Therapeutic potentials of aspirin in glaucomatous optic neuropathy

Abstract

Glaucoma is a common blinding disease worldwide. Although traditionally considered as a disease of elevated intraocular pressure, it is now clear that glaucoma is primarily a distinctive optic neuropathy with many proposed pathogenic mechanisms. Impaired blood flow resulting in ischemia has been proposed to be involved in the retinal ganglion cell loss seen in glaucoma. Aspirin might improve optic nerve head perfusion by stabilizing microcirculatory flow. Evidence also indicates that apoptosis may be the final common pathway for ganglion cell death in glaucoma.

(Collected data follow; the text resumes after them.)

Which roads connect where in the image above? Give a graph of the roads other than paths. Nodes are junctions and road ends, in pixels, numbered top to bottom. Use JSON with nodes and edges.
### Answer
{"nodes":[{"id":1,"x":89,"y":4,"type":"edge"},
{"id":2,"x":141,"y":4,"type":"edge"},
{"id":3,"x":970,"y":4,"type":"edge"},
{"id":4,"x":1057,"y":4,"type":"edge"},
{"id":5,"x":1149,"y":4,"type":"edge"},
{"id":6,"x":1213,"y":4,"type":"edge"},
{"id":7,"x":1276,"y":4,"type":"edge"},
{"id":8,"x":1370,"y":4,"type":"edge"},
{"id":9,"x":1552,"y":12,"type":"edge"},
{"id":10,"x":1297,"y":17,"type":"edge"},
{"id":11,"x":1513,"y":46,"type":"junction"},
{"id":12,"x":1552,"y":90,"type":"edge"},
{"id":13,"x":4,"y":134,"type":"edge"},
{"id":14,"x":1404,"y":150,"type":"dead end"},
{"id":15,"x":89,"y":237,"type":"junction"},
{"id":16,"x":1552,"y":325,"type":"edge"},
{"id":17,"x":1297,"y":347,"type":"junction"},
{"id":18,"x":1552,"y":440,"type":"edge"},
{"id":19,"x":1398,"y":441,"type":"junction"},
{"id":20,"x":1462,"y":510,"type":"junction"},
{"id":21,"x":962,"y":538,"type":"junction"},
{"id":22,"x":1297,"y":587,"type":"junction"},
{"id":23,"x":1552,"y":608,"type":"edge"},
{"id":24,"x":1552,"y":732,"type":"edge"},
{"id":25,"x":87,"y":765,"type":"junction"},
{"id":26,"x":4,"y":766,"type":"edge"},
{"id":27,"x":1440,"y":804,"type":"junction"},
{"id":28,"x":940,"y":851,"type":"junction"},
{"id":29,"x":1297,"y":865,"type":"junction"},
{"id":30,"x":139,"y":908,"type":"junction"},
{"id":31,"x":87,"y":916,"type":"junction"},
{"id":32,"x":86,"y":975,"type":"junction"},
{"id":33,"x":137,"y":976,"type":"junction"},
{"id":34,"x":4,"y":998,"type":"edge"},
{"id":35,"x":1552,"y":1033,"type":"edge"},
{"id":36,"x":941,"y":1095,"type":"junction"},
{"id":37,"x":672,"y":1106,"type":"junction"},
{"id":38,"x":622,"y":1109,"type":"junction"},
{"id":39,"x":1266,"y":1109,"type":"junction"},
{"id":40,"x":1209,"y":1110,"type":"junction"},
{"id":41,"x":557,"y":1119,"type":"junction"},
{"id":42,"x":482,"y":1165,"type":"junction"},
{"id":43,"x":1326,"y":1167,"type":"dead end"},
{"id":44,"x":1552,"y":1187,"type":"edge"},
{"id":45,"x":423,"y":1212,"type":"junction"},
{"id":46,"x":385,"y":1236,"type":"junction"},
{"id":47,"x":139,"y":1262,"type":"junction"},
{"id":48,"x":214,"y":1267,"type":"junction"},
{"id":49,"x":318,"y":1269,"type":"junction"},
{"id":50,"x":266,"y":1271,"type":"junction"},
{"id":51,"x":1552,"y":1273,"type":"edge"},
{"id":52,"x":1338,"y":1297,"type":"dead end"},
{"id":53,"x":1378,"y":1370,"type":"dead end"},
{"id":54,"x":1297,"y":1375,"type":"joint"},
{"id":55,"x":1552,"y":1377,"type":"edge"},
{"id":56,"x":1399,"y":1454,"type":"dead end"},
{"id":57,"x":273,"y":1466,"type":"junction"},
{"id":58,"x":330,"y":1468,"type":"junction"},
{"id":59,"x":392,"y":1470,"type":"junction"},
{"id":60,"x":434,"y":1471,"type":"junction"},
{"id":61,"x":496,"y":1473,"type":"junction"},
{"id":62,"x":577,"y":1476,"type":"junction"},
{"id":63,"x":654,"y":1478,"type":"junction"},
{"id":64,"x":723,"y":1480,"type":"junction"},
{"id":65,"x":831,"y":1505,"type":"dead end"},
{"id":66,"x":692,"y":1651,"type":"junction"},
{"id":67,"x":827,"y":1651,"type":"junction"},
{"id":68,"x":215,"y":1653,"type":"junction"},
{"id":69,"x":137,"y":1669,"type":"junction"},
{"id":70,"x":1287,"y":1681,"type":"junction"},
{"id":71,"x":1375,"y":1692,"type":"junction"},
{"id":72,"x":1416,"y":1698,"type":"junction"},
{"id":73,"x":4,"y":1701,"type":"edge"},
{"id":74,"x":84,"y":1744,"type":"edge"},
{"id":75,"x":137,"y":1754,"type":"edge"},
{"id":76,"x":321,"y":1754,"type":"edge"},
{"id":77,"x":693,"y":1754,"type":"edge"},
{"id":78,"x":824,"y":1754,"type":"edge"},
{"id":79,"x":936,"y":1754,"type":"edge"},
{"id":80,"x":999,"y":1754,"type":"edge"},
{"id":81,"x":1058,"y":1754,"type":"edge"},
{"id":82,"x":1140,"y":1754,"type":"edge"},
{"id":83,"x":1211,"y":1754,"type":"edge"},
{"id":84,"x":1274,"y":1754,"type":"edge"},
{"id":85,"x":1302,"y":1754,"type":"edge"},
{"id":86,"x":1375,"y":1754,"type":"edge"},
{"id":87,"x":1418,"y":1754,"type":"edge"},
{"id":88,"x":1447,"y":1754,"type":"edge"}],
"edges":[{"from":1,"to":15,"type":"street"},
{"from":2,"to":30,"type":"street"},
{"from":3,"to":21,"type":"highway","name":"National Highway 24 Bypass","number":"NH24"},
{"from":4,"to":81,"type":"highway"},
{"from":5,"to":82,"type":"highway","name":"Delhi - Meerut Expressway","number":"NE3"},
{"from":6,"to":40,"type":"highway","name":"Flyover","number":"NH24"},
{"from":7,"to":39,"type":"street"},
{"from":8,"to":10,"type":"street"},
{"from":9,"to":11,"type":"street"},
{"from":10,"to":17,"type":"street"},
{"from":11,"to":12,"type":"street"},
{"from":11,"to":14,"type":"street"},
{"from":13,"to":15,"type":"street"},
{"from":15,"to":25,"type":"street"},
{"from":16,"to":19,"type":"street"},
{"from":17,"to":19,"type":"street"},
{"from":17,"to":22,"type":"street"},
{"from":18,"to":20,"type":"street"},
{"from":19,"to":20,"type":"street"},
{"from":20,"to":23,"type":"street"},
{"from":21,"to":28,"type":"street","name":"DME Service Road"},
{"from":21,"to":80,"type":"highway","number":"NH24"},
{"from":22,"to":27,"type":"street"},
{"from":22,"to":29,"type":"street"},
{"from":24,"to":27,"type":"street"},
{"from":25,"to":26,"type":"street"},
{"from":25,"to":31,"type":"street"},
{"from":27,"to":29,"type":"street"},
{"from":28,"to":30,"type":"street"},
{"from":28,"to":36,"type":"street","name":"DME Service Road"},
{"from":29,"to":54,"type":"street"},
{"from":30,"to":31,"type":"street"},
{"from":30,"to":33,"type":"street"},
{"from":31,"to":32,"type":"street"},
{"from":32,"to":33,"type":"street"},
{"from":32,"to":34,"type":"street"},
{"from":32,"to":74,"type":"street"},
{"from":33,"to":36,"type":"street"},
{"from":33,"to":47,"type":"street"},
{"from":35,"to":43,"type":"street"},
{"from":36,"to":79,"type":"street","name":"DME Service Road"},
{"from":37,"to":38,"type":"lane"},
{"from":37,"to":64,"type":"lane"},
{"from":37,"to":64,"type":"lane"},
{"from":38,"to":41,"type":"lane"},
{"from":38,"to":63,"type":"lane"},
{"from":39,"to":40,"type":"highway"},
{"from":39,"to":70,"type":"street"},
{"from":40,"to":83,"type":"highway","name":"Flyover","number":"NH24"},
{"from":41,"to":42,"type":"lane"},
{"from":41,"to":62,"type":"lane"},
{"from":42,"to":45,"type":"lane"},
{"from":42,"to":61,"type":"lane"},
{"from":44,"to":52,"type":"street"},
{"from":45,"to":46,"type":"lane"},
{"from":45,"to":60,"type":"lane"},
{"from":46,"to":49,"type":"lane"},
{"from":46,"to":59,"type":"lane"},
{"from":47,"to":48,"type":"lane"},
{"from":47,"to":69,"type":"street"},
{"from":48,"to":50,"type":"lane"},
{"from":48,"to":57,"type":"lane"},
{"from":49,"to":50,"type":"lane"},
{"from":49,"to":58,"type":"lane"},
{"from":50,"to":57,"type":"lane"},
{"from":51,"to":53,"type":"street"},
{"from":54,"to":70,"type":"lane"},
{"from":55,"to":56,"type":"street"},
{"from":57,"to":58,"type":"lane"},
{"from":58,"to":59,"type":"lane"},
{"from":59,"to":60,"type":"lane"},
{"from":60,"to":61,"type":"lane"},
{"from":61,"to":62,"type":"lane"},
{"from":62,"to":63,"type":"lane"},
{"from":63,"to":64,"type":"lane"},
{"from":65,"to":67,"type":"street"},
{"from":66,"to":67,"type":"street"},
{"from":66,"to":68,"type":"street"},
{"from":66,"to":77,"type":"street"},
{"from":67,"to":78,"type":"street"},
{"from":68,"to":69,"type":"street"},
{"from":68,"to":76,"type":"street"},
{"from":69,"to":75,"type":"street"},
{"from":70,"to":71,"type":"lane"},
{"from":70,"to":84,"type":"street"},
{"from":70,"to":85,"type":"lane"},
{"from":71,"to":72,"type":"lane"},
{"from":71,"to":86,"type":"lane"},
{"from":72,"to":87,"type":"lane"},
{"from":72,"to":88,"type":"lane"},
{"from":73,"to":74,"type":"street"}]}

Aspirin has been shown to exhibit neuroprotective properties. Prostaglandins play an important role in the regulation of intraocular pressure. Aspirin is well known to inhibit cyclooxygenase mediated prostaglandin synthesis. The NSAID-inhibition of PGs synthesis up-regulates the concentration prostaglandin receptors in retinovascular tissues. Based on the body of evidence implicating ocular blood flow disturbances, apoptotic cell death, and also the role of prostaglandins in the pathogenesis of glaucoma we hypothesize that aspirin could be potentially useful drugs in the treatment of glaucoma. Hypothetical pathophysiologic mechanisms explaining potential beneficial effects of aspirin on glaucomatous optic neuropathy include: increasing optic nerve blood flow, preventing retinal ganglion cell death through neuroprotective mechanisms, and upregulating prostaglandin receptors.